Work to complete >>
Go through the entries and count the lines with the string "links" in them. Give only that number.

Supplied records >>
^^^^^^^^^^^^^^^^

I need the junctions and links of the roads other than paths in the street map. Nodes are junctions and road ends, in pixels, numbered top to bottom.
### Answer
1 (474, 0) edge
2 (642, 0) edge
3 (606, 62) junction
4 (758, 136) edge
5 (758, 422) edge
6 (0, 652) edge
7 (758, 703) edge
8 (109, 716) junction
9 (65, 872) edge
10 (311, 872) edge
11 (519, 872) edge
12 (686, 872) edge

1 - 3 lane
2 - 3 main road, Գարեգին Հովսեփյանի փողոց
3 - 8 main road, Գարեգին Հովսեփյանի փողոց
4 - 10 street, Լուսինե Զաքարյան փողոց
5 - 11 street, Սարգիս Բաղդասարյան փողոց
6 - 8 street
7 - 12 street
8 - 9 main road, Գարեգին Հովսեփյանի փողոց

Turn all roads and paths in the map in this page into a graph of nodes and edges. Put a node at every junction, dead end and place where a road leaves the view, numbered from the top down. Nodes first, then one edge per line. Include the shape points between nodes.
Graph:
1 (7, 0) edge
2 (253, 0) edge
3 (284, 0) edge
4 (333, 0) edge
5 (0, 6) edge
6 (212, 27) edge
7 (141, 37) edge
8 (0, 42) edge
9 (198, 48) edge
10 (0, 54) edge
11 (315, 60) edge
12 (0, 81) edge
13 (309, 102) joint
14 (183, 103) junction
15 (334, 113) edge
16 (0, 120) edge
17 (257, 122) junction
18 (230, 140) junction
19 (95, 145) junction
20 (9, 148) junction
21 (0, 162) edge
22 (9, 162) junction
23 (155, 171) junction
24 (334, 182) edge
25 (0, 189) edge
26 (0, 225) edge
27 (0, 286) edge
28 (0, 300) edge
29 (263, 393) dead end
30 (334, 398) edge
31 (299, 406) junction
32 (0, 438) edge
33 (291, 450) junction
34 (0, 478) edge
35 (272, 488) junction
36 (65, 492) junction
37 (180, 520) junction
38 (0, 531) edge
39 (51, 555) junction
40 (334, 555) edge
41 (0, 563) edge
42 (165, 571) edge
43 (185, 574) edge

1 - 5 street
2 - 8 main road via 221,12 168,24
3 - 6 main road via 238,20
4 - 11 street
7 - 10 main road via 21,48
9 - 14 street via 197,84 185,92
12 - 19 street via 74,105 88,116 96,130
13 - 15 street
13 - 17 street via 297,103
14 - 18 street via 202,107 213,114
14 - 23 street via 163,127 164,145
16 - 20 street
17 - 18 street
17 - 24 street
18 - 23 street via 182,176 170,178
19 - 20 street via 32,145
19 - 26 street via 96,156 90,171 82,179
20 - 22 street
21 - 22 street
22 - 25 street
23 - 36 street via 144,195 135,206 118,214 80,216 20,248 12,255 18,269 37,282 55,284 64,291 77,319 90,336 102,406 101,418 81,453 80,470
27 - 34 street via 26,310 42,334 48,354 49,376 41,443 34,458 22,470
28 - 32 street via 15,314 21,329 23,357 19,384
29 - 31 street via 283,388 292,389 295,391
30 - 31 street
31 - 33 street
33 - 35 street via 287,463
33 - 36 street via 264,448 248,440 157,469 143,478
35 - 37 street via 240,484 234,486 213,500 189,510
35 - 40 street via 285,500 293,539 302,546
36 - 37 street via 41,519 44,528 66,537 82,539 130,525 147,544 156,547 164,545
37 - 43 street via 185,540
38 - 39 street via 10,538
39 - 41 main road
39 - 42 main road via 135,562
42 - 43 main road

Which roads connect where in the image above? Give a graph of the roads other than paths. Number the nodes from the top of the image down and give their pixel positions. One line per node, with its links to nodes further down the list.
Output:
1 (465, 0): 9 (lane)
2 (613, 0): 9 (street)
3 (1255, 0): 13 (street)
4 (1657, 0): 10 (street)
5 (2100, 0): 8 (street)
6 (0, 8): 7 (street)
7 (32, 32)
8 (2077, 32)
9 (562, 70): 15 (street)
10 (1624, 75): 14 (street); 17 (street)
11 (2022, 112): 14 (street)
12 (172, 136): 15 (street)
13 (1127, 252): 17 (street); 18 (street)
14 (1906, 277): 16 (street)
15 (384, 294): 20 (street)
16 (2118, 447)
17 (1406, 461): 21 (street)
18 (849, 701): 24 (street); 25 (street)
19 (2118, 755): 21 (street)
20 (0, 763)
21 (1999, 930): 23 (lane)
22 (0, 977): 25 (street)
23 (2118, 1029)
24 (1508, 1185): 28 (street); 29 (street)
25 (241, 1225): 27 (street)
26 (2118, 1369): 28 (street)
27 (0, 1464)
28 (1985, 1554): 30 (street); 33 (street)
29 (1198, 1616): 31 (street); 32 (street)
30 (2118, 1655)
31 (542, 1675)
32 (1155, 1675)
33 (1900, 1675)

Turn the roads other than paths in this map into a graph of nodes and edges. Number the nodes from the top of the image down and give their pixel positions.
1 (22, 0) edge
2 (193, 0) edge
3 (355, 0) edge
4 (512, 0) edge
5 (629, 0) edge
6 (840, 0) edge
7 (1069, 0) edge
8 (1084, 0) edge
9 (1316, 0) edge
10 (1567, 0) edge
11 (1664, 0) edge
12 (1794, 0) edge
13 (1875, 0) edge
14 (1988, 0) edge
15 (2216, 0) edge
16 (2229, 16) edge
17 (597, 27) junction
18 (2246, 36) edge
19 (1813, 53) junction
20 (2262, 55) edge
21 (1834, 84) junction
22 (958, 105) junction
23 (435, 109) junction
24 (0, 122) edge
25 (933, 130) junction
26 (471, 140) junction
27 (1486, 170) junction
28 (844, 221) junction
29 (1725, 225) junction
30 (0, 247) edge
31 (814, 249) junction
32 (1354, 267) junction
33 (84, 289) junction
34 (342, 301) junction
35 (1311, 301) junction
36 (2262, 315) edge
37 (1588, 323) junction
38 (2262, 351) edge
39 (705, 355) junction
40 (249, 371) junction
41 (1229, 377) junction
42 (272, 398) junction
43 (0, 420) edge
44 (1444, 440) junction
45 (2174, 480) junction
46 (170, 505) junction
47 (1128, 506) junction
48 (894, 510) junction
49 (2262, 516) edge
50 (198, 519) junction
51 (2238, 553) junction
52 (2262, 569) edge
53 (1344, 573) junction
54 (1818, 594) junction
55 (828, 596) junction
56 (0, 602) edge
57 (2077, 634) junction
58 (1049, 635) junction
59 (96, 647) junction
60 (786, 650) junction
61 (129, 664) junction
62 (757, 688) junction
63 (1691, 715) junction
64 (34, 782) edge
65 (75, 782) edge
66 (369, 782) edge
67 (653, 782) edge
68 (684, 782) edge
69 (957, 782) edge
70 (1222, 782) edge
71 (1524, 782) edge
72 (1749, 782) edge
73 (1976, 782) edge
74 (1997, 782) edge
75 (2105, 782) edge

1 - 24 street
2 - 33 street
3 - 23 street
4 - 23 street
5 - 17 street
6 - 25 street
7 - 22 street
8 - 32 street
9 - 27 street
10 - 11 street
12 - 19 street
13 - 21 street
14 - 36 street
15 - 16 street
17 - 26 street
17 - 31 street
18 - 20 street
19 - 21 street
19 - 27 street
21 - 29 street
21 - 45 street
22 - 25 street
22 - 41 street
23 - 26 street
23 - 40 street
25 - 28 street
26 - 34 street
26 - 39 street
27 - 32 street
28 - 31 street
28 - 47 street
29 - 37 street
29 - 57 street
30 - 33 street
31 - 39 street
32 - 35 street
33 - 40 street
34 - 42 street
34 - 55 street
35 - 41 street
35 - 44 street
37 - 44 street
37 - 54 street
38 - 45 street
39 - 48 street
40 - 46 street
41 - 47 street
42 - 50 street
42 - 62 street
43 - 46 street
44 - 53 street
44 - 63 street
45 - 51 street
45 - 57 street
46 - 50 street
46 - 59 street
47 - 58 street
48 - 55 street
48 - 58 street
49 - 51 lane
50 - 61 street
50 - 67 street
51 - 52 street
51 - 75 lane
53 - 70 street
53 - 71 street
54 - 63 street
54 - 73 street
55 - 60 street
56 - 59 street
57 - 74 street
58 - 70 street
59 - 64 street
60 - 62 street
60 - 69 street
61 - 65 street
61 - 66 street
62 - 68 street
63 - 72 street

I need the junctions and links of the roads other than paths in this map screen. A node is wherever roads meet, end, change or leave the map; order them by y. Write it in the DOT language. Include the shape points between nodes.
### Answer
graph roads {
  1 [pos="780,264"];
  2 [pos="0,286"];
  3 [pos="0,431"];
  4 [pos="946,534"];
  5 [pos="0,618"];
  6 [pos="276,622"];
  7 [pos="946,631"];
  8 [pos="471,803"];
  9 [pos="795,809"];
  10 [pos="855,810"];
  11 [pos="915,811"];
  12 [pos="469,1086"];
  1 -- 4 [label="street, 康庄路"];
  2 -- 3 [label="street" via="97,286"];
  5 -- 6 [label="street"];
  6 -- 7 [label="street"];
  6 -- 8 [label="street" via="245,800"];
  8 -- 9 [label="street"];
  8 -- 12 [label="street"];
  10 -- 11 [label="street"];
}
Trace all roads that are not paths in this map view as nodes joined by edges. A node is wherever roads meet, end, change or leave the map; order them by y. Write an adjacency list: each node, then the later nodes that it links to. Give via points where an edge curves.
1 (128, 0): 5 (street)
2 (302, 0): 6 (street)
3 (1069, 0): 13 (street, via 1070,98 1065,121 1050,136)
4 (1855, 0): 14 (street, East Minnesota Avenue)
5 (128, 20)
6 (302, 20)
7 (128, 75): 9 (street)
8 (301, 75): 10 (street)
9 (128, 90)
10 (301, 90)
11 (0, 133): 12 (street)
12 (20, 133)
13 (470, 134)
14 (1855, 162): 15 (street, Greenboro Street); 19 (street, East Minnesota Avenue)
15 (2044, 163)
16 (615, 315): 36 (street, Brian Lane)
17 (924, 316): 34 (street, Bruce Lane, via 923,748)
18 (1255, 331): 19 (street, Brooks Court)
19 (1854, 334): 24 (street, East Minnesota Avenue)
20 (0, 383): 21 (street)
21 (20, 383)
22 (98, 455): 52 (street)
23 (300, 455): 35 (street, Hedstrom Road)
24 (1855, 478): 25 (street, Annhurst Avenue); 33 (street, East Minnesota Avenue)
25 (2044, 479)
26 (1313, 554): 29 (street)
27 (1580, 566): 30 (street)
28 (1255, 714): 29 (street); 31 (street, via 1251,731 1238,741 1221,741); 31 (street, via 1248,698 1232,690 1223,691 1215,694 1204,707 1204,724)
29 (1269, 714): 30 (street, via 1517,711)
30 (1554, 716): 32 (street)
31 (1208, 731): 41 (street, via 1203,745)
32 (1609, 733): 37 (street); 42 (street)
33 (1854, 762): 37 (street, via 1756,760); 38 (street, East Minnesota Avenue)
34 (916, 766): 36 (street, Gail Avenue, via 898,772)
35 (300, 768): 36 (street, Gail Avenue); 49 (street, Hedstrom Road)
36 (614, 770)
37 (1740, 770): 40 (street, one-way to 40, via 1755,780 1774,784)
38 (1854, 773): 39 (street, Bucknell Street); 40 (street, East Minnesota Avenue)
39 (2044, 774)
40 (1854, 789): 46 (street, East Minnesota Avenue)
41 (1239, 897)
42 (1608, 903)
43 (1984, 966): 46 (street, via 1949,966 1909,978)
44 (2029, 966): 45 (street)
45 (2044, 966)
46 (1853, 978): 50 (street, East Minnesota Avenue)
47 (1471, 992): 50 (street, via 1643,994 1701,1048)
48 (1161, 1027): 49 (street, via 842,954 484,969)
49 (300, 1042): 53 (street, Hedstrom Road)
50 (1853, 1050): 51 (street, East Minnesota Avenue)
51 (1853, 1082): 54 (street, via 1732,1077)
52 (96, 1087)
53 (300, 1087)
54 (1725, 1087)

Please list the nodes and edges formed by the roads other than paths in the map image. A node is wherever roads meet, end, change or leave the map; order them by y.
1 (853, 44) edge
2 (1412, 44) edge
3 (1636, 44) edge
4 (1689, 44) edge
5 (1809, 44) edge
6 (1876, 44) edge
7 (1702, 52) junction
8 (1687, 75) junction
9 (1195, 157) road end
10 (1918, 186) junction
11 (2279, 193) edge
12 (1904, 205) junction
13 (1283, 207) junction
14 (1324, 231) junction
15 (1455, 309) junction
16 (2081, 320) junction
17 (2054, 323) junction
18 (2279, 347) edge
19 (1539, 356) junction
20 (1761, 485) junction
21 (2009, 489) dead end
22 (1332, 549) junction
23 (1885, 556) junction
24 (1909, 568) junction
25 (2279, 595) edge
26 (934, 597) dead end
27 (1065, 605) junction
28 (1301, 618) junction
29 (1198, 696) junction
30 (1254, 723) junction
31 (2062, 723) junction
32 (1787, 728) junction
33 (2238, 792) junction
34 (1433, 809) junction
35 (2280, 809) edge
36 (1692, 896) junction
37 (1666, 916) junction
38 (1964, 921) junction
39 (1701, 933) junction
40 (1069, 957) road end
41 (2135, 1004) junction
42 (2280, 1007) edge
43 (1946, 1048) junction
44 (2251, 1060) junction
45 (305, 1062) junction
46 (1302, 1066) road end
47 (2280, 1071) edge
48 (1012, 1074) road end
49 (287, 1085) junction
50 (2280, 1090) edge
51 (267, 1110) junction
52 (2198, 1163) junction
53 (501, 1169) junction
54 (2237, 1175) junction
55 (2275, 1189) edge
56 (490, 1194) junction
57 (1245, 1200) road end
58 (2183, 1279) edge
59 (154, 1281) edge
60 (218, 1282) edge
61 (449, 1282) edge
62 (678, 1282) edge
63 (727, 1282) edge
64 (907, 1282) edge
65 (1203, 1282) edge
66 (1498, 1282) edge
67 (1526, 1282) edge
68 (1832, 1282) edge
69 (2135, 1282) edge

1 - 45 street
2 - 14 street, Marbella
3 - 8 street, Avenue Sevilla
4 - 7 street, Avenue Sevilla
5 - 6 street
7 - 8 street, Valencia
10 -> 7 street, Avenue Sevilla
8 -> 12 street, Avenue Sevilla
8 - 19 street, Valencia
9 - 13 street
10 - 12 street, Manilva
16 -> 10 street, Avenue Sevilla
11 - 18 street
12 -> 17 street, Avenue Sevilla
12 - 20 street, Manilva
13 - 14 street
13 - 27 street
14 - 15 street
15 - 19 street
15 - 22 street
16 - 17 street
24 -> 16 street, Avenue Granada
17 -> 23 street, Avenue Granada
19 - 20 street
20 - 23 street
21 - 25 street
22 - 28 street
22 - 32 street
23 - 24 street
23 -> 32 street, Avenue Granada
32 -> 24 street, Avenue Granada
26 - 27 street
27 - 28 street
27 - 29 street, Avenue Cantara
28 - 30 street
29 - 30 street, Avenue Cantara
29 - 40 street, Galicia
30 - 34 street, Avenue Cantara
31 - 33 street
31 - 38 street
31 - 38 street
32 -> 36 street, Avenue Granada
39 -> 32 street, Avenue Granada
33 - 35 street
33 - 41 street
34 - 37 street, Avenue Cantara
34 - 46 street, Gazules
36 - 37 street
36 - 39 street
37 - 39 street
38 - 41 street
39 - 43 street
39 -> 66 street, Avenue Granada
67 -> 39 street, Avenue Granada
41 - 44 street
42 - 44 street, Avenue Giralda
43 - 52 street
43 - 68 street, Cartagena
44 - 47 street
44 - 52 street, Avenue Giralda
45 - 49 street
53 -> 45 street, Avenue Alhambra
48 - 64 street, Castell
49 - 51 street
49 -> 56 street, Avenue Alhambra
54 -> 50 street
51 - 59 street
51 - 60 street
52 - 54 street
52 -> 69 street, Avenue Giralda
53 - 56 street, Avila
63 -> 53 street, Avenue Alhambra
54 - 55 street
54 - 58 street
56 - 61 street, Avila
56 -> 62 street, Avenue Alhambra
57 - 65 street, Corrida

^^^^^^^^^^^^^^^^

Answer to this exercise >>
4